--- Data supplied Enclosed Below ---
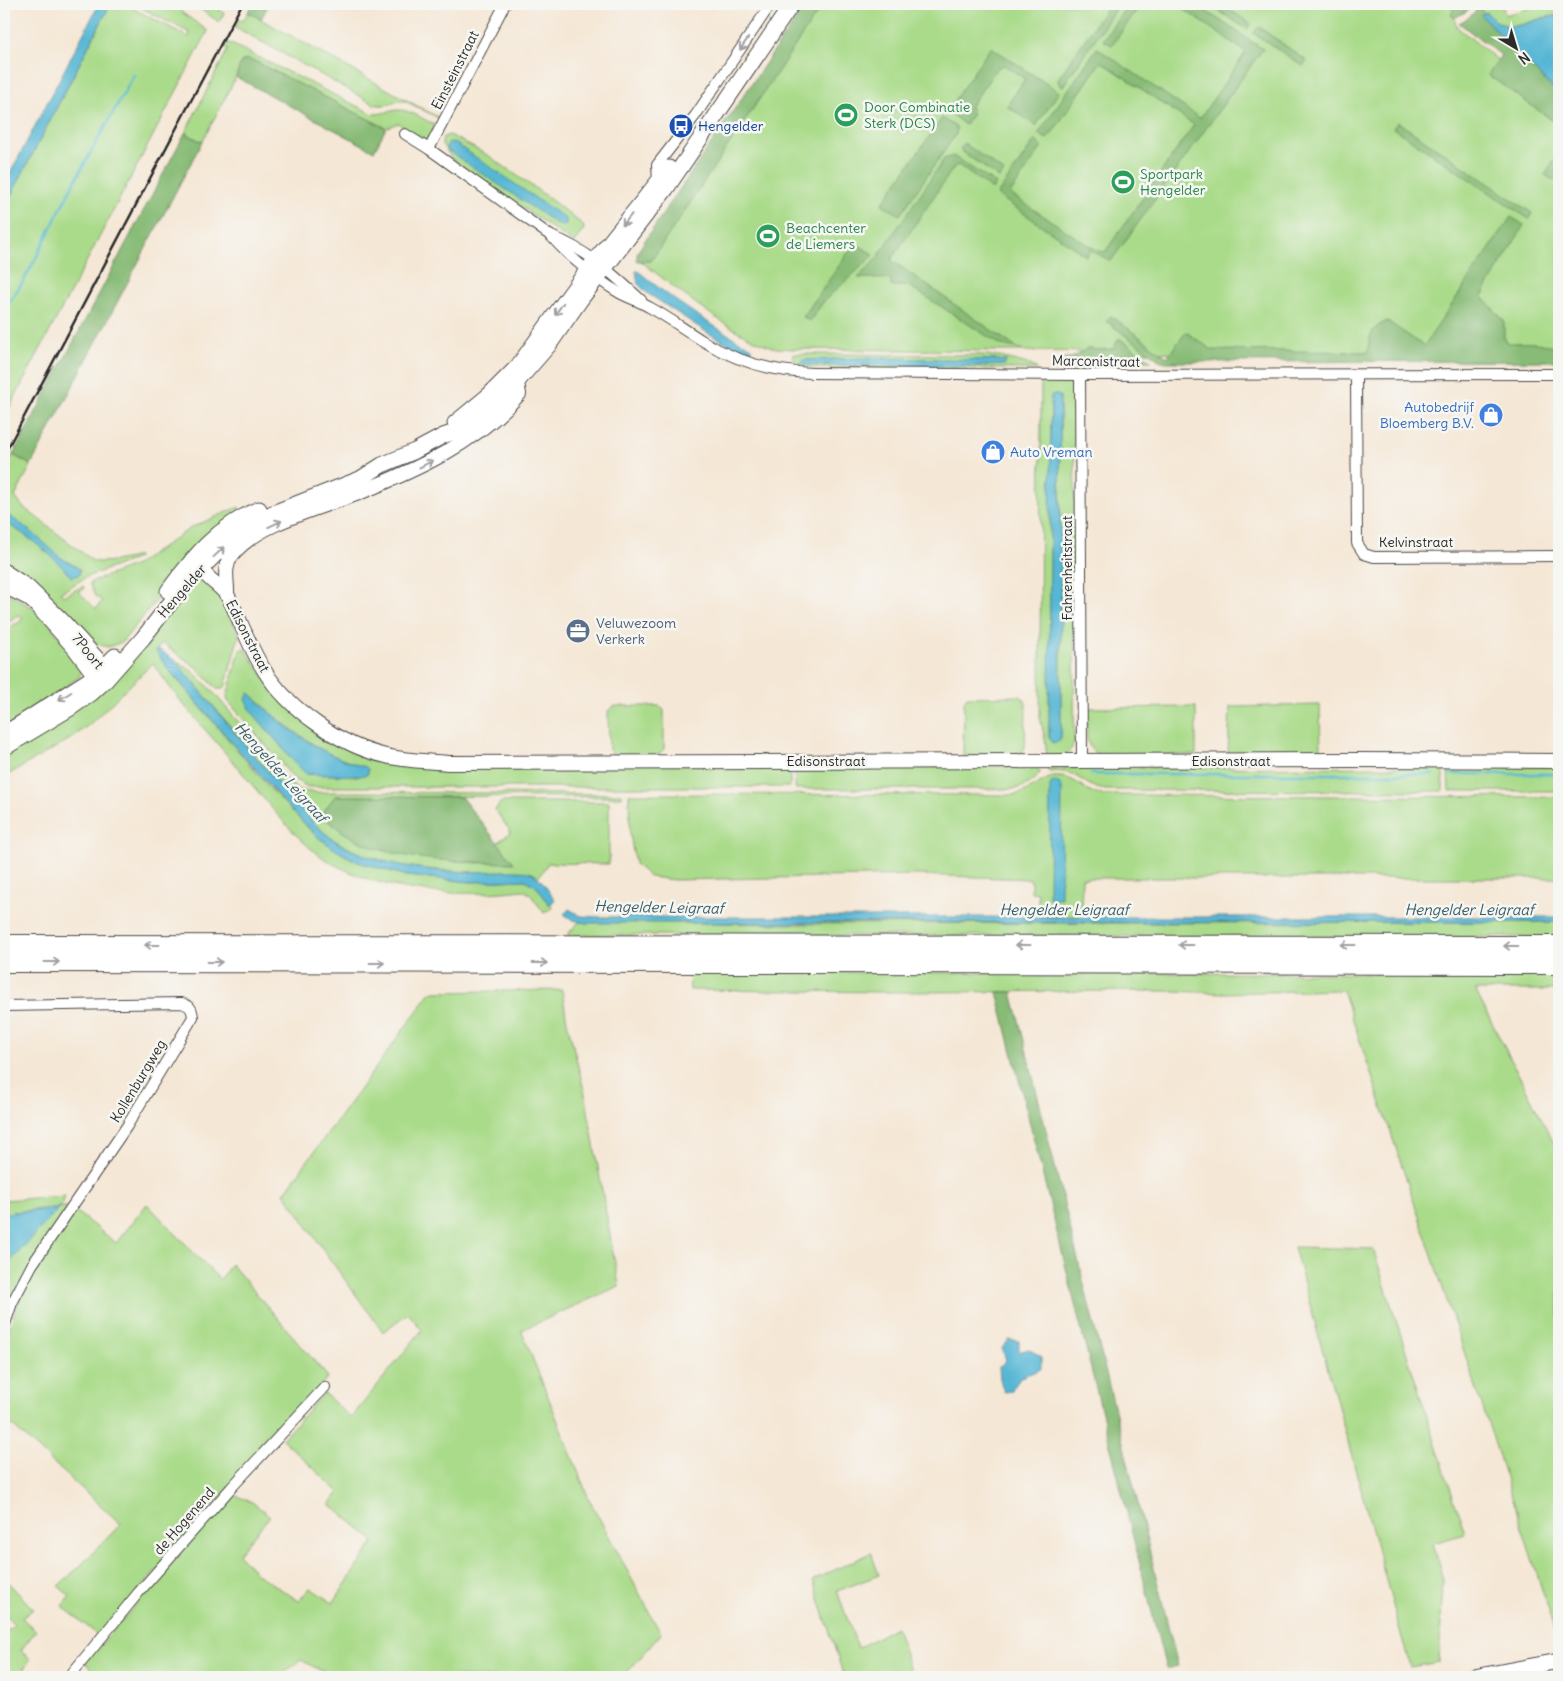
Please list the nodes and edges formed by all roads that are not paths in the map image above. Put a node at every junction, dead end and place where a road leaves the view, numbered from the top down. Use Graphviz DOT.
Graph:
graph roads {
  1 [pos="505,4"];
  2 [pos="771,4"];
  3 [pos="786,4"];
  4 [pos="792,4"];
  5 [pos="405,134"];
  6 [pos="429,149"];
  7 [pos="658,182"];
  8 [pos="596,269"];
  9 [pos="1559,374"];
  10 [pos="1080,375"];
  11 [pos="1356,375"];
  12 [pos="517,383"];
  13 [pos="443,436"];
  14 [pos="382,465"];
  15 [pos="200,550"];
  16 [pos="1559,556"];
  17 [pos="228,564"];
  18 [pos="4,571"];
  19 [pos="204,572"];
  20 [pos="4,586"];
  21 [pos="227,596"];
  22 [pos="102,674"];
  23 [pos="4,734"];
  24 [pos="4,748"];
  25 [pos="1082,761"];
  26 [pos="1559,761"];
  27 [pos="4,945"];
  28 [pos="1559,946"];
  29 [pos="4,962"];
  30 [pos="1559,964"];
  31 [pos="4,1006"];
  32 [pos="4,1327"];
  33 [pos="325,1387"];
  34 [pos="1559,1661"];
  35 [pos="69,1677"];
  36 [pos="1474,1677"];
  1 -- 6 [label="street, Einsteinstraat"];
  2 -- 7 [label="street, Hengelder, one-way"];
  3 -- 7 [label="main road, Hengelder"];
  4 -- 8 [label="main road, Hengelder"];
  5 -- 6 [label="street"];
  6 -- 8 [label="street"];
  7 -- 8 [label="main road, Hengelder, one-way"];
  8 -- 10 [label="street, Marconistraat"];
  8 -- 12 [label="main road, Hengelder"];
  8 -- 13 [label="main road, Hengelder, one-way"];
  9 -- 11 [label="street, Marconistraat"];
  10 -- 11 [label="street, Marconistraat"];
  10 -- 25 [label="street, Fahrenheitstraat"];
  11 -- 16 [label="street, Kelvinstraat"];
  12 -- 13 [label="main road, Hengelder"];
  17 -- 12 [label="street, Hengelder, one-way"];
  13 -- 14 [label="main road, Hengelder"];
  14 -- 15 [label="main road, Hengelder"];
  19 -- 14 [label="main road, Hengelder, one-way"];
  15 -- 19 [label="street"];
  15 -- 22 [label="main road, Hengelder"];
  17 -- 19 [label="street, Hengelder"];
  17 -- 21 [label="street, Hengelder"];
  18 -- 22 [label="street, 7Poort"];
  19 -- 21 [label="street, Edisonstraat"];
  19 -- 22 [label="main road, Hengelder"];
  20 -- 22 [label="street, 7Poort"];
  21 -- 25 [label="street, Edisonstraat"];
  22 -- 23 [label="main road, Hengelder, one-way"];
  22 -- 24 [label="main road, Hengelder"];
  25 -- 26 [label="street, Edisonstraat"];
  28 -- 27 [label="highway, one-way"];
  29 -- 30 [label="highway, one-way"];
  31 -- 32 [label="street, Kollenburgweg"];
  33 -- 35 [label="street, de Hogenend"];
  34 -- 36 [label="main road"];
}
--- End of Enclosed Data supplied ---
--- Data supplied Enclosed Below ---
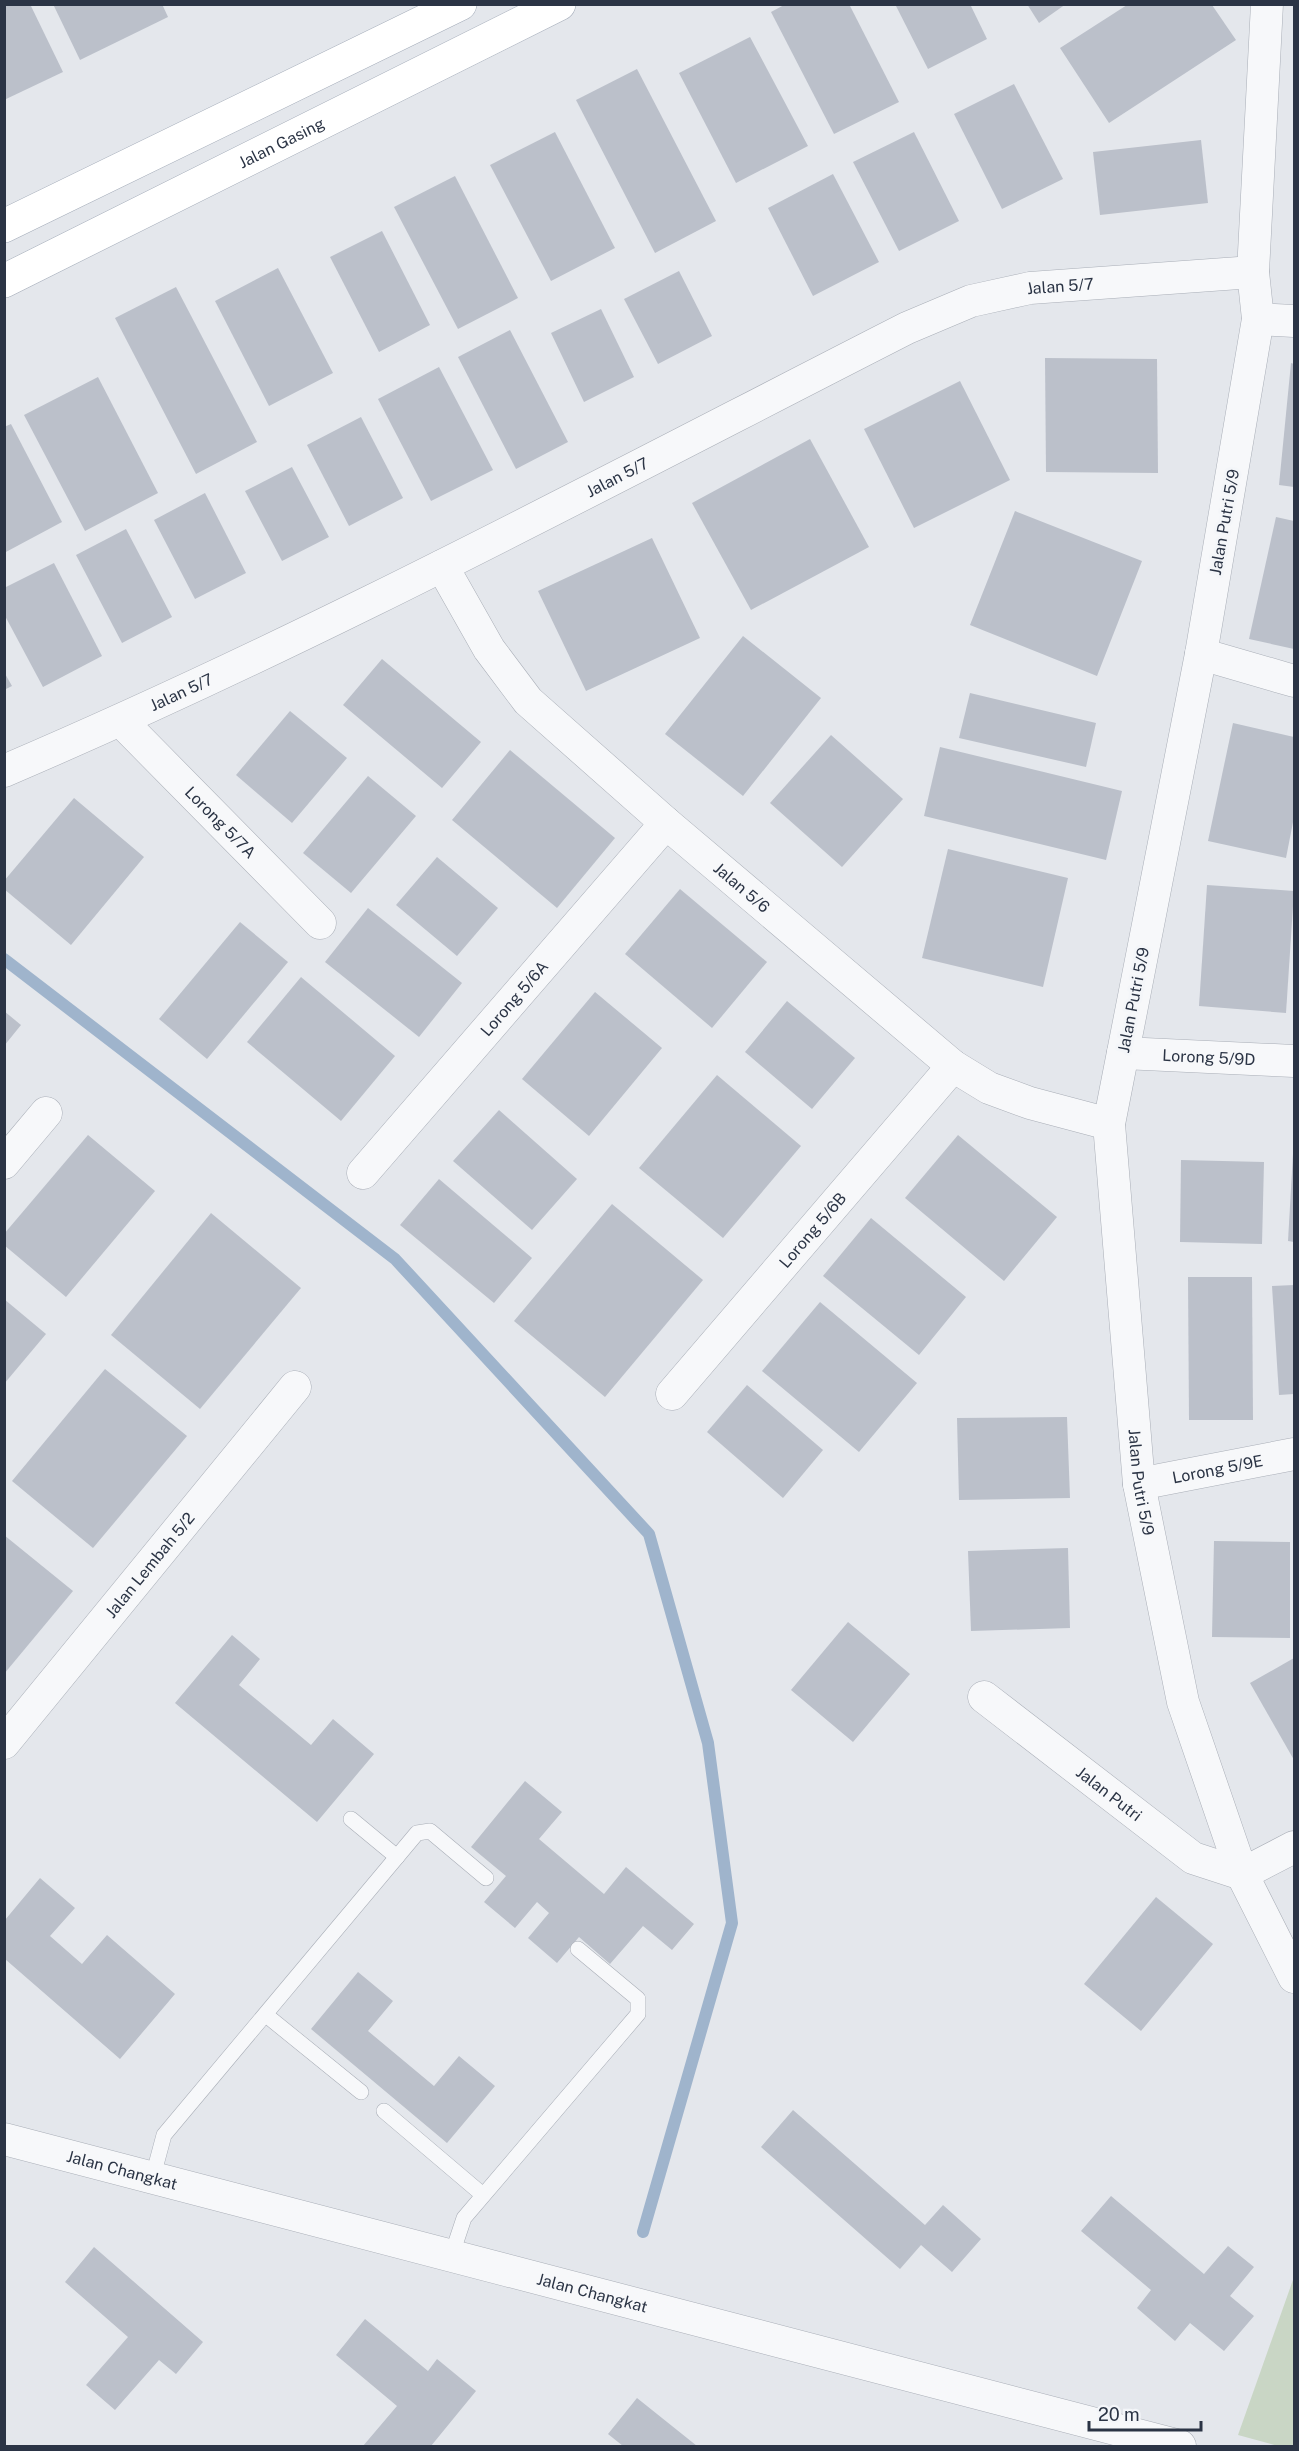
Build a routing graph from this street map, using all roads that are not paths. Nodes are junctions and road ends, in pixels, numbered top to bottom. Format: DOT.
--- End of Enclosed Data supplied ---
--- Data supplied Enclosed Below ---
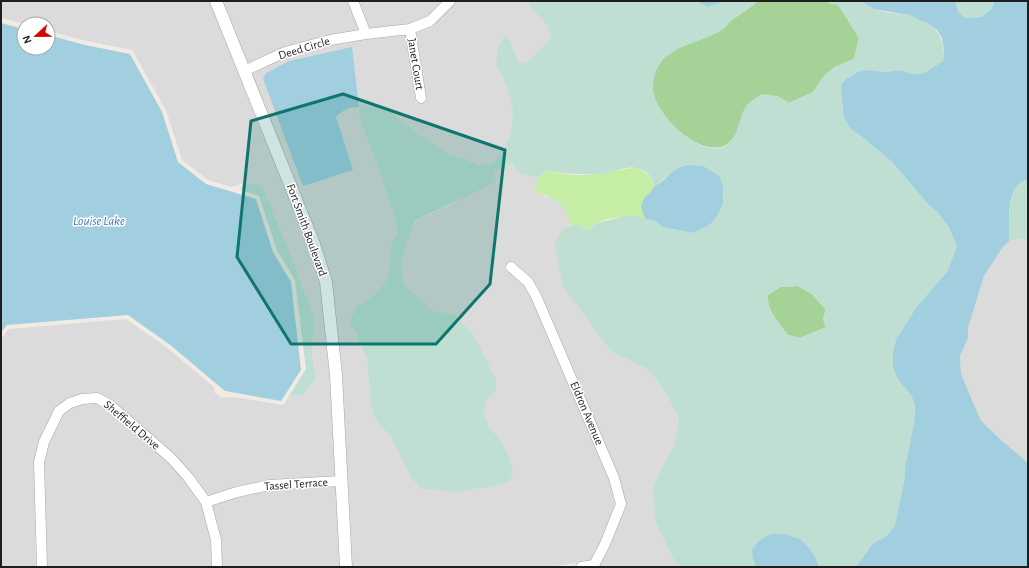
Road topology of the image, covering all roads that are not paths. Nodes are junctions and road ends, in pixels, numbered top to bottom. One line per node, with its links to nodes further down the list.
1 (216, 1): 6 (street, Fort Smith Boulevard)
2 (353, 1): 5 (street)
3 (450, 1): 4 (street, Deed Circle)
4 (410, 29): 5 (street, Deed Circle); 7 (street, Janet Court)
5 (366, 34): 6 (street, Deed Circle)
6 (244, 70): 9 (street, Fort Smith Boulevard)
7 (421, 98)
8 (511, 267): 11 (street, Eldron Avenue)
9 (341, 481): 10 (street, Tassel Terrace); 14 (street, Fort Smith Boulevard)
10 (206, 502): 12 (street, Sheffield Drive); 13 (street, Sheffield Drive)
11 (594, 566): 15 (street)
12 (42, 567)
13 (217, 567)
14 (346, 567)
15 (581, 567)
--- End of Enclosed Data supplied ---
◆ Your task
Return each line of the listing that holds the string "from".

◆ Answer area
Please list the nodes and edges formed by all roads that are not paths in the map image above. Put a node at every junction, dead end and place where a road leaves the view, numbered from the top down. Use Graphviz DOT.
Build a routing graph from this street map, using all roads that are not paths. Nodes are junctions and road ends, in pixels, numbered top to bottom. Format: DOT.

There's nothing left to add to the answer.